### MATERIAL PROVIDED
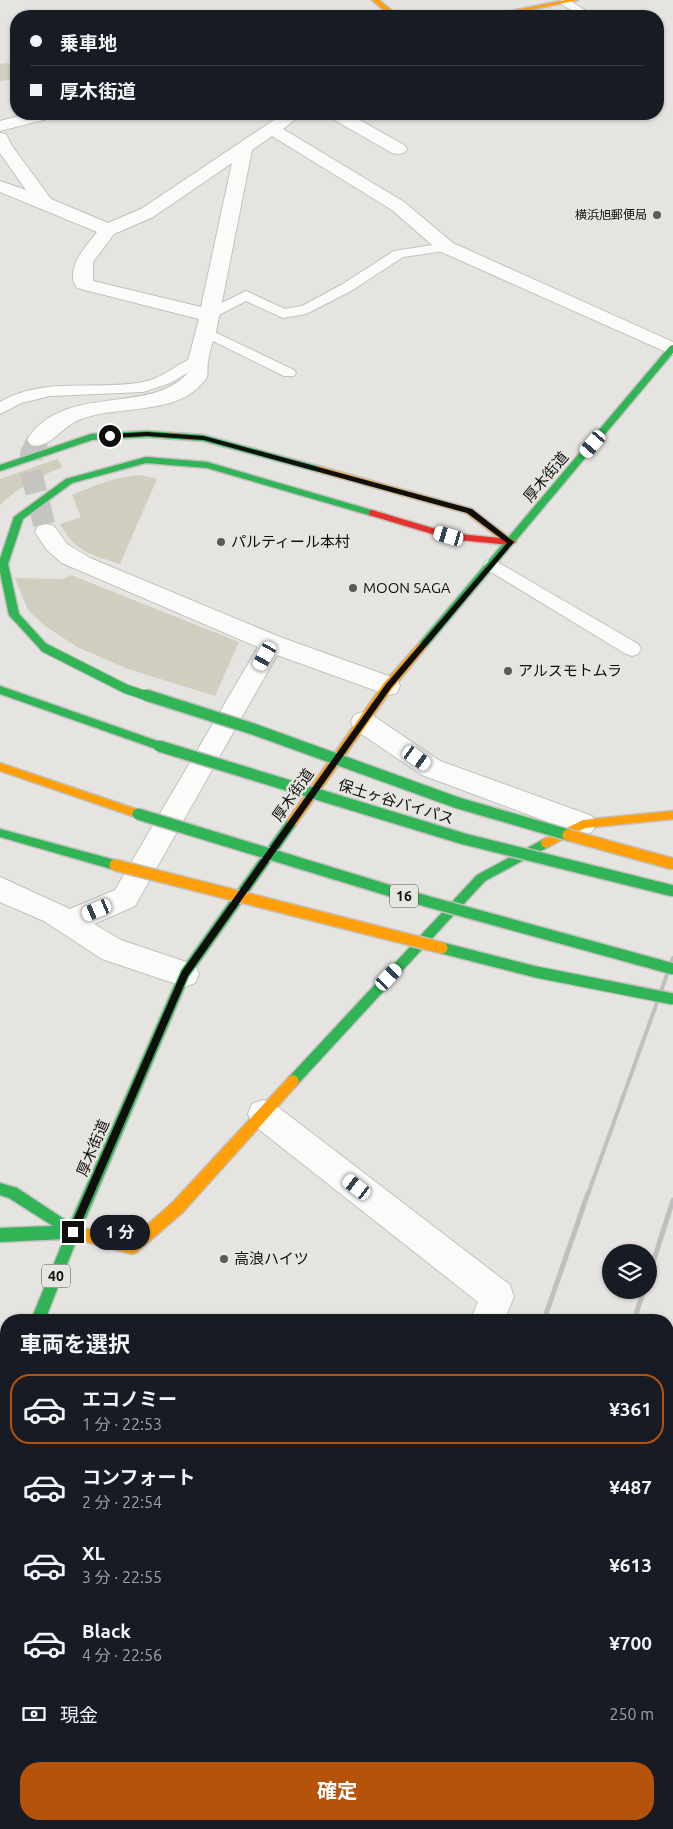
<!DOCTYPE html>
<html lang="ja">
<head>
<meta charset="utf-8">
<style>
  :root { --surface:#171b24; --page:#242831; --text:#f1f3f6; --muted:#9ea1a6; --line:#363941; --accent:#b45309 }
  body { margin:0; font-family:Ubuntu,"Noto Sans JP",sans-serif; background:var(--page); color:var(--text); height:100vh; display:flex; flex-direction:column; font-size:19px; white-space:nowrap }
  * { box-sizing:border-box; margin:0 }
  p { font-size:16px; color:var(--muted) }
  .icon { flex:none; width:28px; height:28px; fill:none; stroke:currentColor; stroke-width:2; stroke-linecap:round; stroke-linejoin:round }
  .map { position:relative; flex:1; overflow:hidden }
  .side { position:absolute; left:0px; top:1314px; width:674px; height:516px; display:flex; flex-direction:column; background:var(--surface); border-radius:20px 20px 0 0; box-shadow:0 1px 4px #0004 }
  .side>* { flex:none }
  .top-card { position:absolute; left:10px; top:10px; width:654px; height:110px; border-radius:20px; box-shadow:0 1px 4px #0004; display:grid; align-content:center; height:110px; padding:0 20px; background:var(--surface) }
  .tools { position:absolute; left:602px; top:1244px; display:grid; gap:10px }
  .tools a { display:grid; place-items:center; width:55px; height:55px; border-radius:50%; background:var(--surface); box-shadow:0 1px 4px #0004; font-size:25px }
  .end { position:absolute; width:22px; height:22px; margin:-11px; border:6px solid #0f0f0d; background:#fff; box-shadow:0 0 0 2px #fff }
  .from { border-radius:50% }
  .bubble { position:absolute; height:35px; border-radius:18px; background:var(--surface); box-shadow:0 1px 4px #0004; font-size:16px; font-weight:700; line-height:35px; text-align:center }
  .car { position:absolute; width:15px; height:30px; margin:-15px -8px; border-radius:6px; box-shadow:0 0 4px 1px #0007; background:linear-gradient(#fff 24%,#345 0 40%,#fff 0 76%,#345 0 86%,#fff 0) }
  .top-card b { display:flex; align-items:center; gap:18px; height:48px; font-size:19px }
  .top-card b+b { border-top:1px solid var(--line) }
  .top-card i { width:12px; height:12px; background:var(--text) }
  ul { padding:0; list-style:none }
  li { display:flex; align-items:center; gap:15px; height:70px; margin:0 10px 8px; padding:0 10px; border:2px solid transparent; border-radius:20px }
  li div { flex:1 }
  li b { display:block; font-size:19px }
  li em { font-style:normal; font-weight:700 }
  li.current { border-color:var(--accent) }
  li>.icon { width:45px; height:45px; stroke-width:1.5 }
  h2 { padding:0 20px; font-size:22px; line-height:60px }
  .pay { display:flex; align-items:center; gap:12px; height:55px; padding:0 20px; font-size:19px }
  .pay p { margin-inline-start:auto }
  .cta { display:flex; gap:10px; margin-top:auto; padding:10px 20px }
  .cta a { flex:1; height:58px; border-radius:20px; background:var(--accent); color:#fff; font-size:20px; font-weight:700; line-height:58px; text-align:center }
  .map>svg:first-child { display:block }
  .green { fill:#d1cdbf }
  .forest { fill:#c7c2b0 }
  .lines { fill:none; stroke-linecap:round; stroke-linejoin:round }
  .street-tunnel { stroke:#c5c4c1; stroke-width:22; stroke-dasharray:22 11; stroke-linecap:butt }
  .lane-casing { stroke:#c2c1bf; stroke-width:2 }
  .street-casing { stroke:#c2c1bf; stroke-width:2 }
  .fast-casing { stroke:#c2c1bf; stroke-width:3 }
  .slow-casing { stroke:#c2c1bf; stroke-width:3 }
  .jam-casing { stroke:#c2c1bf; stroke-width:3 }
  .lane { fill:#fbfbfa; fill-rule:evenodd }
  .street { fill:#fbfbfa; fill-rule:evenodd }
  .fast { fill:#30b455; fill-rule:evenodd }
  .slow { fill:#ff9f0a; fill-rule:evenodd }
  .jam { fill:#e5322d; fill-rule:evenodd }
  .rail-far1 { stroke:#bfbfbe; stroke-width:4 }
  .rail { stroke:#bfbfbe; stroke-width:5 }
  .fast-bridge-far1-casing { stroke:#c2c1bf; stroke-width:11; stroke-linecap:butt }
  .fast-bridge-casing { stroke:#c2c1bf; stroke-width:14; stroke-linecap:butt }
  .slow-bridge-casing { stroke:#c2c1bf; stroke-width:14; stroke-linecap:butt }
  .fast-bridge-far1 { stroke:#30b455; stroke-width:9 }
  .fast-bridge { stroke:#30b455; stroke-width:11 }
  .slow-bridge { stroke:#ff9f0a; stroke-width:11 }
  .route { fill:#0f0f0d }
  .poi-dot { fill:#5a5a57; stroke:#e7e5df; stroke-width:2 }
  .labels { text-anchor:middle; stroke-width:5; stroke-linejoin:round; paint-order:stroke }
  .far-poi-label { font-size:12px; fill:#0f0f0d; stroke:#e7e5df; text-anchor:end }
  .shield { fill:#e7e5df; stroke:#504f4c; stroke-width:1 }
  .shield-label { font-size:14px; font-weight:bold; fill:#0f0f0d }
  .street-label { font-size:15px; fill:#0f0f0d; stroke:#e7e5df }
  .poi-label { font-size:15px; fill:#0f0f0d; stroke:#e7e5df; text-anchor:start }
</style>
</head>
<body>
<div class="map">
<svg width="673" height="1829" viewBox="0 0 673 1829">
  <rect width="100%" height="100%" fill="#e5e4e1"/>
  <g class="green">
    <path d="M9,63L16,73V79L0,81V64Z"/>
    <path d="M57,459L63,467C39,476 19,487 0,505V479Z"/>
    <path d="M140,475L157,479L120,564C90,554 76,553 60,524L81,517L72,495C95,485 115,477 140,475Z"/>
    <path d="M71,575L239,642L215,696L128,669L77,647L45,626L28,610L15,578L63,579Z"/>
  </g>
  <path class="forest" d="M668,1528L673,1530V1829H492L493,1824H668Z"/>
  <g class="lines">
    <path class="street-tunnel" d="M38,440L31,454V471L46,532"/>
    <defs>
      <g id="lane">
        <path d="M561,0H569L594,16H581L561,4Z"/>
        <path d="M446,243L451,244L453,247L451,250L403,257L351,291L306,314L283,318L246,301L213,318H203L201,315L203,312L246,291L285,309L302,306L341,285L394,251Z"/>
        <path d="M206,328L294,370L296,373L294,376H284L201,335L199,332L201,329Z"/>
        <path d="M198,356L203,358L205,361L203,364L170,383L143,392L50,396L21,403L0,414V402C45,376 94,391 143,382C163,379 178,362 198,356Z"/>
        <path d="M492,559L638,644L641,649L638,654L632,656L626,654L486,569L484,565L486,561Z"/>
      </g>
      <g id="street">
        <path d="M27,114H53L51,118L0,131V121Z"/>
        <path d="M283,114H302L283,129L404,202L453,243L673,342V355L439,251L392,210L272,136L252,150L216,332C213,342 209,352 208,362C207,367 208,372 207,377C204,382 198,388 194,391C166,414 112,406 79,420C61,427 49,450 31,445L27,440C64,382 147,416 187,374L188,361L199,319L77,288C64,268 86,247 97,232L0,192V181L26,190L0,153V133L6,134L12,146L51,199L108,223L141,209ZM232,163L201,307L93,281V262L114,234L153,217Z"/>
        <path d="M329,114H349L404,145L407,149L404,153L398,154L392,153L331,118Z"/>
        <path d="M46,524L54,526L67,544L90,558L280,637L397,679L400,686L397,693L388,695L277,655L135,906L94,924L121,940L195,965L199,974L195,983L185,987L102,959L44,921L0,902V877L70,909L115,890L258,647L62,563L47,550L35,532L38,526Z"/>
        <path d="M363,712L372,715L440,761L592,816L596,824L592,832L583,835L422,775L354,729L351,722L354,715Z"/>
        <path d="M263,1100L274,1104L510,1285L514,1297L504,1320H470L478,1302L252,1124L248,1114L252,1104Z"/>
        <path d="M40,1824H85L83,1829H38Z"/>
      </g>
      <g id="fast">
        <path d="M673,345V353L425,649H419L417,646L419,643L670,346Z"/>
        <path d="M147,431L203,435L321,467L322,469L318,472L203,441L147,437L92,440L0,471V465L91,434Z"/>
        <path d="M146,457L207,462L375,511L377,513L372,516L207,468L146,463L72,483L23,519L8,564L19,614L50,648L48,651H42L9,615L0,572V559L14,517L66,479Z"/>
        <path d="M0,686L163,743L164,746L159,750L0,694Z"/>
        <path d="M292,818L296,819L297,822L296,825L189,977L79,1234L45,1320H31L64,1239L0,1242V1228L53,1226L9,1198L0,1195V1183L17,1188L70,1223L181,970L288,819Z"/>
        <path d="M0,829L115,860L119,862L120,865L119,868L115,870L0,837Z"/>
        <path d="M546,838L550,840L551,843L550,846L485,881L297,1085L293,1087L289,1085L287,1081L289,1077L477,875Z"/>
      </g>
      <g id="slow">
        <path d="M372,0H379L398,16H391Z"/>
        <path d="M565,0H578L500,16H488Z"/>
        <path d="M318,466L472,509L515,542L513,544H507L466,513L315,471L314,469Z"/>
        <path d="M422,642L425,643L427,646L425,649L392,689L296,825H288L287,822L288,819L384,683L419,643Z"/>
        <path d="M0,763L142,811L143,814L142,817L138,818L0,771Z"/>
        <path d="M673,811V819L585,828L546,848L542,846L541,843L542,840L583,820Z"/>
        <path d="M293,1075L297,1077L299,1081L297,1085L183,1212L137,1252L132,1254L68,1237L66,1232L68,1227L73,1225L130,1240L173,1202L289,1077Z"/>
        <path d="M6,1392V1416L5,1419L0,1421V1397Z"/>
      </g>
      <path id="jam" d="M372,510L449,533L511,539L516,542L511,545L449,539L369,515V511Z"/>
    </defs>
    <use href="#lane" class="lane-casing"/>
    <use href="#street" class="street-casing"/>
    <use href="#fast" class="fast-casing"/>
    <use href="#slow" class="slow-casing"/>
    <use href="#jam" class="jam-casing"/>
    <use href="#lane" class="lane"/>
    <use href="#street" class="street"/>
    <use href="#fast" class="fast"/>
    <use href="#slow" class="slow"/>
    <use href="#jam" class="jam"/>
    <path class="rail-far1" d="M588,1194L673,958"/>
    <g class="rail">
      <path d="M649,1275L673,1200"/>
      <path d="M544,1320L588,1193"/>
      <path d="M634,1320L644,1290"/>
      <path d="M359,1829L361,1824"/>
      <path d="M471,1829L472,1824"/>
    </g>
    <defs>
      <path id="fast-bridge-far1" d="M45,648L126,689L150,697"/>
      <g id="fast-bridge">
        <path d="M146,695L253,729L458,803L568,835"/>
        <path d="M159,746L464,839L673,891"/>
        <path d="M138,814L404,895L673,969"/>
        <path d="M442,948L536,972L673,999"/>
      </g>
      <g id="slow-bridge">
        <path d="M568,835L673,864"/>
        <path d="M115,865L442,948"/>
      </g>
    </defs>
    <use href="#fast-bridge-far1" class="fast-bridge-far1-casing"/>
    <use href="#fast-bridge" class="fast-bridge-casing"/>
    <use href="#slow-bridge" class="slow-bridge-casing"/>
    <use href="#fast-bridge-far1" class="fast-bridge-far1"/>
    <use href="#fast-bridge" class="fast-bridge"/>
    <use href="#slow-bridge" class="slow-bridge"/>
  </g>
  <path class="route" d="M147,432L204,436L472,509L514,542L391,688L188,976L76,1235L73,1236L68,1232L182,971L386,684L507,543L467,513L204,440L147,436L110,438L107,436L110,434Z"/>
  <g class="poi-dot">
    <circle cx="657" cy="215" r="5"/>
    <circle cx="221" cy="542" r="5"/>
    <circle cx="353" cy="588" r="5"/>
    <circle cx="508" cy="671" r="5"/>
    <circle cx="224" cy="1259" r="5"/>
  </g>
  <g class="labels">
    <g class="far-poi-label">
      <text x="647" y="219">横浜旭郵便局</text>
    </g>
    <g class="shield">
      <rect x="390" y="884.5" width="28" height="23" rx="4"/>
      <rect x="42" y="1264.5" width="28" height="23" rx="4"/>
    </g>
    <g class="shield-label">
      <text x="404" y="901">16</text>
      <text x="56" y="1281">40</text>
    </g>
    <g class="street-label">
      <text transform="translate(546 477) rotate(-50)" y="5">厚木街道</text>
      <text transform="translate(293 795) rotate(-55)" y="5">厚木街道</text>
      <text transform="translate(396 802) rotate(17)" y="5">保土ヶ谷バイパス</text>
      <text transform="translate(93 1148) rotate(-67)" y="5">厚木街道</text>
    </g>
    <g class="poi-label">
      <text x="231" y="547">パルティール本村</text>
      <text x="363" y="593">MOON SAGA</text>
      <text x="518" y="676">アルスモトムラ</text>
      <text x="234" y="1264">高浪ハイツ</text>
    </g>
  </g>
</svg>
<div class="tools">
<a><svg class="icon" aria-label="layers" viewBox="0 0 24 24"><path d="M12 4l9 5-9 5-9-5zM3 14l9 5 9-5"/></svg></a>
</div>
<i class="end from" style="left:110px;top:436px"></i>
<i class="end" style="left:73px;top:1232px"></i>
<div class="bubble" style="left:90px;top:1215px;width:60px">1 分</div>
<i class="car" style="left:593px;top:444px;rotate:220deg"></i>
<i class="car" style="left:449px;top:536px;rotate:286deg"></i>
<i class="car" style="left:265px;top:656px;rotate:209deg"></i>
<i class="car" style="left:417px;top:758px;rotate:125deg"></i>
<i class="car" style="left:97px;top:910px;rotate:247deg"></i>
<i class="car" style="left:389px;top:977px;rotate:43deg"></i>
<i class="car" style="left:357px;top:1187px;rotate:308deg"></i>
<div class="top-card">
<b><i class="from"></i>乗車地</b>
<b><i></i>厚木街道</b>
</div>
<section class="side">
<h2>車両を選択</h2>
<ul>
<li class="current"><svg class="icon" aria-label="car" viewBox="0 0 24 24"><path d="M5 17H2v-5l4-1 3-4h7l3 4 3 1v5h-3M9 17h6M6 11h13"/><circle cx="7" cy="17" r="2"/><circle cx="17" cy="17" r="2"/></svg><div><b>エコノミー</b><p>1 分 · 22:53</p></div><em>¥361</em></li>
<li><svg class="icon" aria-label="car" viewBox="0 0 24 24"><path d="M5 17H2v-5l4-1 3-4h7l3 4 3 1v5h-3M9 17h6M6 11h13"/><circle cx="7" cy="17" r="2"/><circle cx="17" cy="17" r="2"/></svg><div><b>コンフォート</b><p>2 分 · 22:54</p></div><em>¥487</em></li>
<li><svg class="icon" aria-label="car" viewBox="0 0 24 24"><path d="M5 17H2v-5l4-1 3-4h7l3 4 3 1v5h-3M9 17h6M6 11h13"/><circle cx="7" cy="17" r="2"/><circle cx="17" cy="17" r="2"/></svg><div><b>XL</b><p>3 分 · 22:55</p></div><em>¥613</em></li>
<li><svg class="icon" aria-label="car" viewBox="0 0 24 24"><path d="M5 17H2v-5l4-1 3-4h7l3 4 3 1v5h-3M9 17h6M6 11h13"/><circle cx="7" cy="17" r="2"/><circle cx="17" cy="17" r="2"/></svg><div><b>Black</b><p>4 分 · 22:56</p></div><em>¥700</em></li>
</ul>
<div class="pay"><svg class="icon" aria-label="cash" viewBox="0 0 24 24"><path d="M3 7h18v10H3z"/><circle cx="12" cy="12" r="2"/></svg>現金<p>250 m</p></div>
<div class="cta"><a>確定</a></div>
</section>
</div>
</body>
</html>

### ACTIVITY
Each line of the entries above that has the word "lines" is to be copied.

### EXERCISE RESPONSE
  .lines { fill:none; stroke-linecap:round; stroke-linejoin:round }
  <g class="lines">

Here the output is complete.